Мотив расстояния, нарастающей дистанции между «ним» и «ею», между «я» и «ты», существенно оформляет художественное целое стихотворения, так, впрочем, что все это живое многослойное пространство расстояния оказывается насыщенным ощущением глубокой близости, и самое расстояние переживается как образ присутствия Другого как благодать расстояния.
Образ яркого треножника «в темноте () вдали» задает перспективу простора, которому вверяются двое, воспринимая динамику расстояния, уже и нравственно-экзистенциально окрашенного, внутрь своих отношений. Они отдаются простору («отворили калитку») и «темной аллее», но при этом тьмой и расстоянием облекая в тайну, едва ли и не для самих себя, чувство сокровенной близости друг к другу. «Как-то странно мы оба молчали / И странней сторонилися прочь»

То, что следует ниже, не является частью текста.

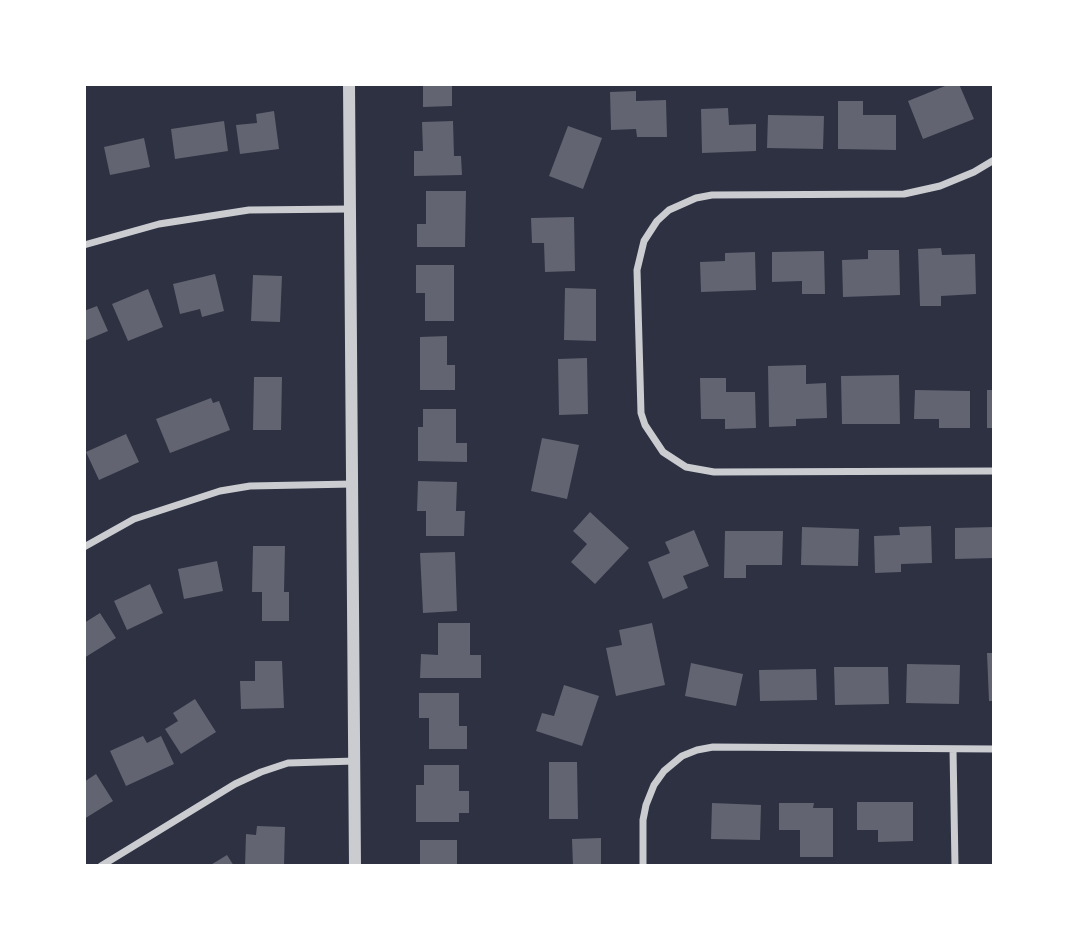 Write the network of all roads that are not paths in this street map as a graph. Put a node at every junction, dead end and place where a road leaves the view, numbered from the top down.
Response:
1 (349, 84) edge
2 (994, 160) edge
3 (350, 209) junction
4 (84, 245) edge
5 (994, 471) edge
6 (353, 484) junction
7 (84, 547) edge
8 (953, 749) junction
9 (994, 749) edge
10 (355, 761) junction
11 (101, 866) edge
12 (355, 866) edge
13 (643, 866) edge
14 (955, 866) edge

1 - 3 street
2 - 5 street
3 - 4 street
3 - 6 street
6 - 7 street
6 - 10 street
8 - 9 street
8 - 13 street
8 - 14 street
10 - 11 street
10 - 12 street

«Любовь постоянно углубляет свою сокровенную тайну, пишет Мартин Хайдеггер Ханне Аренд. Близость есть бытие в величайшем отдалении от другого отдалении, которое ничему не дает исчезнуть, но помещает ты в прозрачное, но непостижимое лишь-здесь (Nur-Da) откровения. Когда присутствие другого вторгается в нашу жизнь, с этим не справится ни одна душа. Одна человеческая судьба отдает себя другой человеческой судьбе, и чистая любовь обязана эту самоотдачу сохранять такой же, какой она была в первый день»[233].
Предельное остранение, абсолютная неизреченность сокровенного чувства, его полнота, заключенная в молчание, «об-личаются», разрешаются или сказываются, наконец, в стихотворении Фета в горизонте иного, уже не человеческого, а космического логоса: «Говорила за нас и дышала / Нам в лицо благовонная ночь».